*** Begin section ***

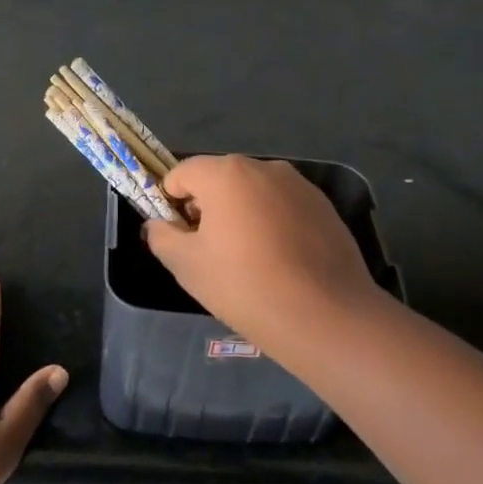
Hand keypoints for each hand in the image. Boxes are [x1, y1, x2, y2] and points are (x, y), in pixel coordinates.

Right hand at [143, 155, 388, 347]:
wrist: (325, 315)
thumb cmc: (244, 285)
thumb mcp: (186, 265)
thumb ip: (162, 237)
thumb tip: (157, 225)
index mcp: (226, 173)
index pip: (181, 174)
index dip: (171, 203)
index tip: (179, 238)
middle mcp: (264, 167)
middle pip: (220, 179)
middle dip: (208, 208)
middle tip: (211, 252)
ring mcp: (299, 185)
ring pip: (254, 193)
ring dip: (242, 215)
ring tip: (249, 261)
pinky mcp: (324, 207)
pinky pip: (284, 207)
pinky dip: (273, 225)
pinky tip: (281, 262)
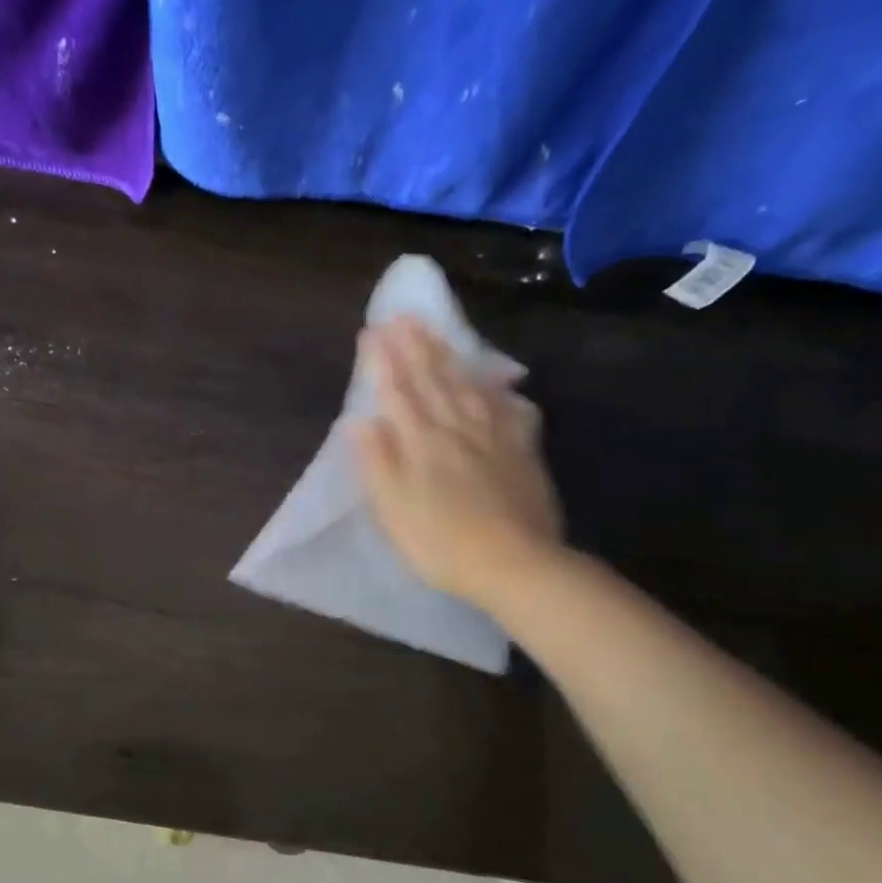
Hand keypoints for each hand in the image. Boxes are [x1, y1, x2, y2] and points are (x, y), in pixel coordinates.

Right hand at [353, 317, 564, 607]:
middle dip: (415, 347)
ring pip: (469, 387)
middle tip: (403, 316)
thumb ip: (376, 462)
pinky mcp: (523, 453)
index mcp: (422, 443)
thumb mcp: (393, 509)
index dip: (383, 362)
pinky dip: (500, 392)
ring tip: (439, 334)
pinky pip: (511, 411)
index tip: (372, 331)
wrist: (516, 566)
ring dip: (451, 357)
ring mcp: (495, 439)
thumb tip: (358, 421)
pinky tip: (498, 382)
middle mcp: (457, 430)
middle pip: (434, 381)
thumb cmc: (441, 544)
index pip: (398, 393)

*** End section ***

### Task to complete
Give again, exactly as written above, each line from the one that has "pinky mcp: (324, 207)" to the one that has "ring pip: (469, 387)", both included; omit the pictures.

### Completed task
pinky mcp: (324, 207)
pinky pip: (284, 207)
pinky dip: (273, 225)
pinky tip: (281, 262)
Hand keypoints for each hand in the image. Boxes are [x1, y1, x2, y2] and points are (x, y), in pixel coordinates.

Right hand at [353, 317, 564, 607]:
middle dip: (415, 347)
ring pip: (469, 387)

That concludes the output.